Let me first say that this is the greatest epigraphical and archaeological discovery made in Tamil Nadu in the recent past. Two stone axes were discovered accidentally by a school teacher who was digging in his backyard to plant banana saplings. One of the axes is incised with four graffiti-like marks. Fortunately he gave the axes to his friend, a trained archaeologist. The inscribed stone was brought to me, and I was immediately able to identify the four characters as being in the Indus script.

But one can have differences of opinion in interpreting the signs. As the axe was found in the lower Kaveri Valley, where there are no hills, it could not have been made locally. So it must have come by trade. The nearest Neolithic centres in Tamil Nadu are in Dharmapuri District, adjoining Karnataka, and it is known that Harappans were in contact with Karnataka because the gold in the ornaments of Mohenjodaro is supposed to have come from there. And we also know about the existence of Daimabad, a Harappan site in the Godavari Valley, in Andhra Pradesh. So it is not farfetched to think that late Harappan influence could have spread to Tamil Nadu also.

One thing I would like to emphasise is that it is only in Tamil Nadu, and nowhere else in India, that the particular sign which I have identified as muruku occurs continuously. With the exception of a single seal found at Vaishali in Bihar, nowhere in India has this particular sign recurred in the post-Harappan period. Therefore I do think it is a continuation of the earlier tradition, and it is likely that a religious symbol would have survived. It is quite possible that after the Indus script was forgotten and was no longer a system of connected writing, individual symbols, particularly those which were considered to be divine, have persisted – such as the swastika and the muruku symbols.
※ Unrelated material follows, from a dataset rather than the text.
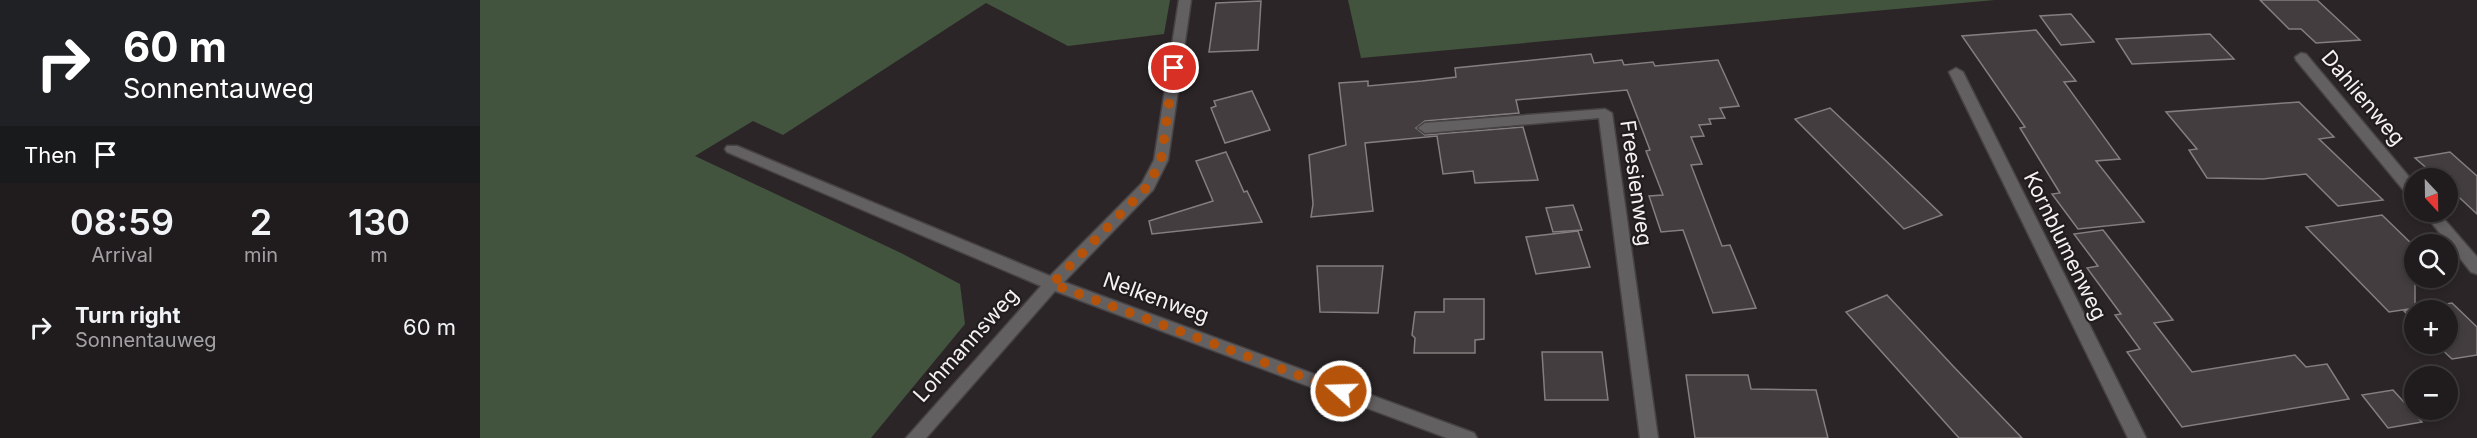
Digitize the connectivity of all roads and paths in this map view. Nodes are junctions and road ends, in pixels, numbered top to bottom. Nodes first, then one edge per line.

Will Pakistani experts who are working in the Mohenjodaro and Harappa regions be welcomed at the Indus Research Centre?
Why not? I think our colleagues in Pakistan should be invited to deliver talks on their latest discoveries and share their experiences with the people here. Similarly, there are people in Sri Lanka who are interested in the Indus script. There is also the question as to whether the Brahmi script, which is the parent script of all Southasian scripts, is itself derived from the Indus script. The idea is not far-fetched, and requires looking into. Scholars from countries like Sri Lanka, Tibet, Nepal, Thailand, Indonesia would all be interested to join in the investigations. What is required is a truly free academic atmosphere – free of bias, nationalistic or linguistic, and with a commitment to get at the truth wherever it may lead.